L’horreur, et personne ne regarde.

Un enjeu turc plus que syrien

En même temps, c’est triste à dire, mais ce n’est pas la première fois que les Kurdes sont les victimes de l’Histoire, c’est même devenu une habitude depuis un siècle.

Deuxième flash-back : 1920, traité de Sèvres après la première guerre mondiale. L’empire ottoman est démantelé. Un Etat est promis aux Kurdes, par les Français et les Britanniques. Deux ans après la promesse est reniée. Depuis, les 35 millions de Kurdes, répartis sur 4 pays (Turquie, Irak, Iran et Syrie) attendent. En vain. Et depuis ils ne cessent d’être instrumentalisés dans les conflits des autres : successivement par l’Iran contre l’Irak, par la Syrie contre la Turquie, et donc enfin par l’Occident contre le groupe État Islamique. Et la récompense, un État à soi, ne vient jamais

En l’occurrence, on a d’ailleurs regardé au mauvais endroit pour résoudre le problème. Les succès militaires kurdes en Syrie ont grisé leurs dirigeants et laissé croire à l’hypothèse d’un Etat kurde dans cette région. Mais ça n’a pas vraiment de sens. Des 4 pays où les Kurdes sont présents, la Syrie est celui où ils sont le moins nombreux et donc le moins légitimes. En réalité, et tout le monde le sait, le dossier Kurde ne peut se régler en dehors de la Turquie. C’est en Turquie que vivent plus de la moitié des Kurdes. Sauf que depuis un siècle et depuis Mustafa Kemal, la Turquie n’assimile les Kurdes qu’à des terroristes. Et exclusivement des terroristes qu’il faut éliminer. C’est l’impasse.
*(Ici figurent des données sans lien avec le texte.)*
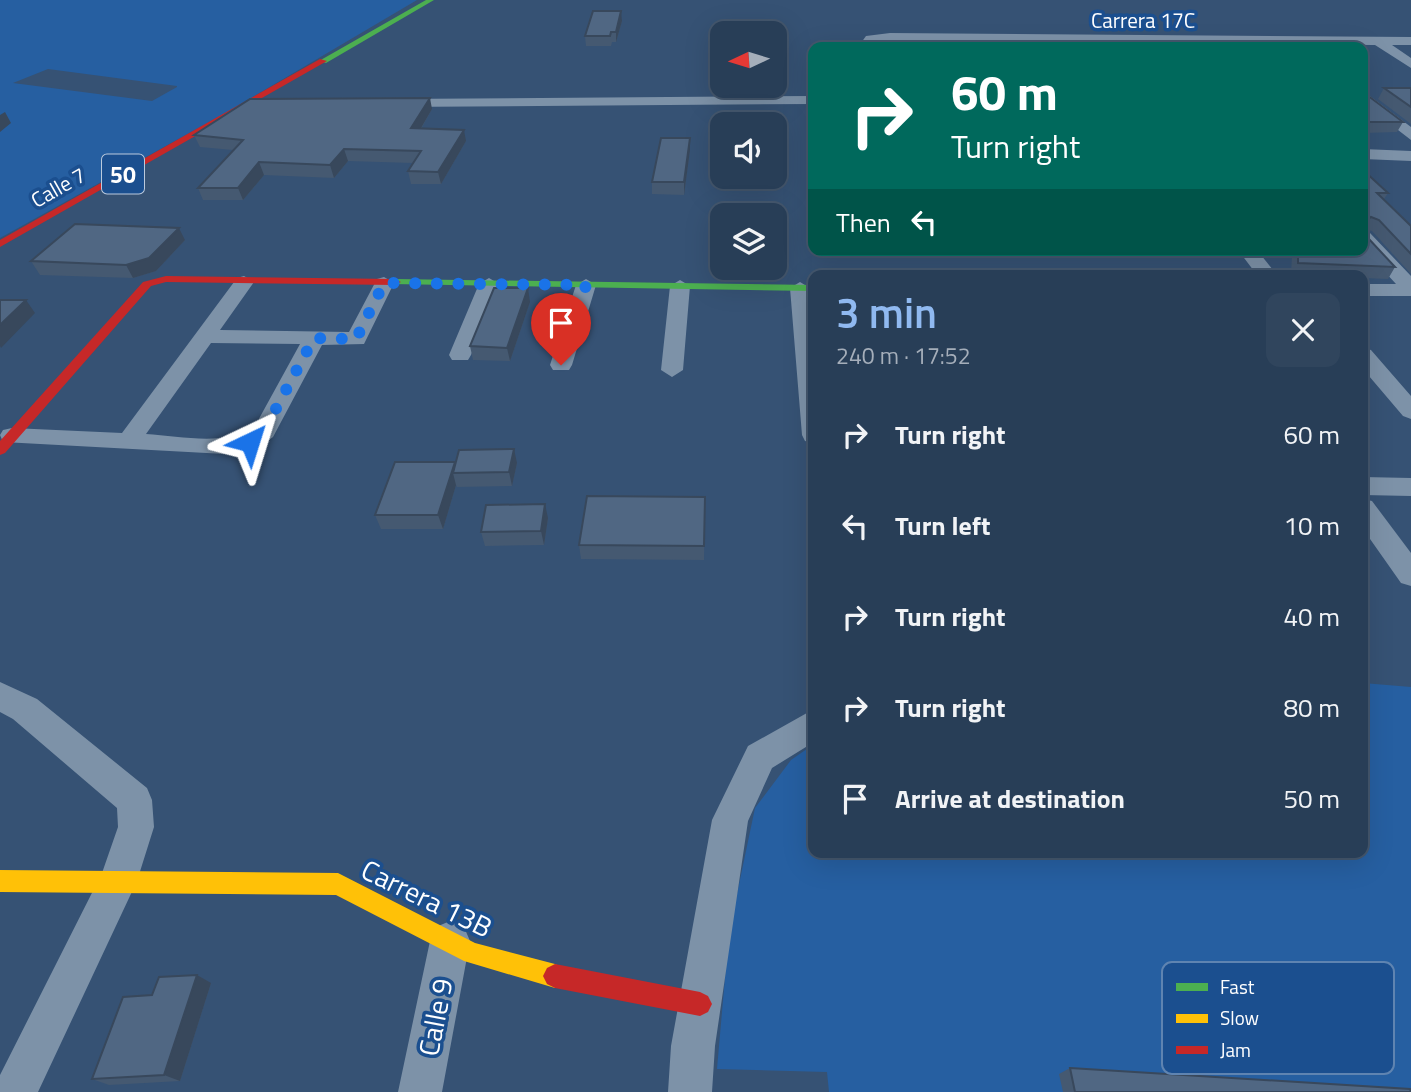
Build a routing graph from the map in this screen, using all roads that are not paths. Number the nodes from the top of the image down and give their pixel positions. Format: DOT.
graph roads {
  1 [pos="431,0"];
  2 [pos="1376,39"];
  3 [pos="1411,41"];
  4 [pos="867,42"];
  5 [pos="1038,42"];
  6 [pos="1319,42"];
  7 [pos="1411,64"];
  8 [pos="808,100"];
  9 [pos="1368,100"];
  10 [pos="376,103"];
  11 [pos="247,104"];
  12 [pos="284,104"];
  13 [pos="1411,135"];
  14 [pos="1368,154"];
  15 [pos="1411,156"];
  16 [pos="1368,242"];
  17 [pos="0,244"];
  18 [pos="1252,256"];
  19 [pos="1263,270"];
  20 [pos="244,282"];
  21 [pos="384,283"];
  22 [pos="489,284"];
  23 [pos="586,285"];
  24 [pos="680,286"];
  25 [pos="807,288"];
  26 [pos="1411,289"];
  27 [pos="1368,290"];
  28 [pos="808,310"];
  29 [pos="207,336"];
  30 [pos="314,338"];
  31 [pos="460,355"];
  32 [pos="1368,361"];
  33 [pos="561,365"];
  34 [pos="672,370"];
  35 [pos="1411,411"];
  36 [pos="128,442"];
  37 [pos="6,443"];
  38 [pos="1368,486"];
  39 [pos="1411,487"];
  40 [pos="1368,515"];
  41 [pos="1411,575"];
  42 [pos="0,696"];
  43 [pos="808,728"];
  44 [pos="0,881"];
  45 [pos="118,881"];
  46 [pos="450,941"];
  47 [pos="700,1003"];
  48 [pos="12,1084"];
  49 [pos="420,1092"];
  50 [pos="690,1092"];
  1 -- 11 [label="main road, 50"];
  2 -- 3 [label="street, Carrera 17C"];
  2 -- 6 [label="street, Carrera 17C"];
  2 -- 7 [label="street"];
  4 -- 5 [label="street, Carrera 17C"];
  8 -- 10 [label="street"];
  9 -- 13 [label="street"];
  11 -- 12 [label="street"];
  11 -- 17 [label="main road, Calle 7 / 50"];
  14 -- 15 [label="street"];
  16 -- 26 [label="street"];
  18 -- 19 [label="street"];
  20 -- 21 [label="main road"];
  20 -- 29 [label="street"];
  20 -- 37 [label="main road"];
  21 -- 22 [label="main road"];
  21 -- 30 [label="street"];
  22 -- 23 [label="main road"];
  22 -- 31 [label="street"];
  23 -- 24 [label="main road"];
  23 -- 33 [label="street"];
  24 -- 25 [label="main road"];
  24 -- 34 [label="street"];
  25 -- 28 [label="street"];
  26 -- 27 [label="street"];
  29 -- 30 [label="street"];
  29 -- 36 [label="street"];
  30 -- 36 [label="street"];
  32 -- 35 [label="street"];
  36 -- 37 [label="street"];
  38 -- 39 [label="street"];
  40 -- 41 [label="street"];
  42 -- 45 [label="street"];
  43 -- 47 [label="street"];
  44 -- 45 [label="main road, Carrera 13B"];
  45 -- 46 [label="main road, Carrera 13B"];
  45 -- 48 [label="street"];
  46 -- 47 [label="main road, Carrera 13B"];
  46 -- 49 [label="street, Calle 9"];
  47 -- 50 [label="street"];
}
Des djihadistes dans la nature

Donc le problème kurde n’est pas parti pour être réglé. Mais une fois qu’on a dit ça, en quoi ça nous concerne au bout du compte ? Je ne vais pas m’étendre sur l’aspect moral de cet abandon des Kurdes, mais sur deux conséquences plus prosaïques et oui elles nous concernent.

Et de un, en ayant laissé faire les Turcs il y a un an, on a de fait encouragé Erdogan dans la politique du fait accompli. J’interviens, il y a de vagues protestations, mais au bout du compte c’est fait. Ça a marché contre les Kurdes. Donc le président turc fait la même chose ailleurs : interventions en Libye, en Méditerranée avec les explorations gazières, dans le Caucase avec l’appui assumé à l’Azerbaïdjan. A chaque fois, le fait accompli.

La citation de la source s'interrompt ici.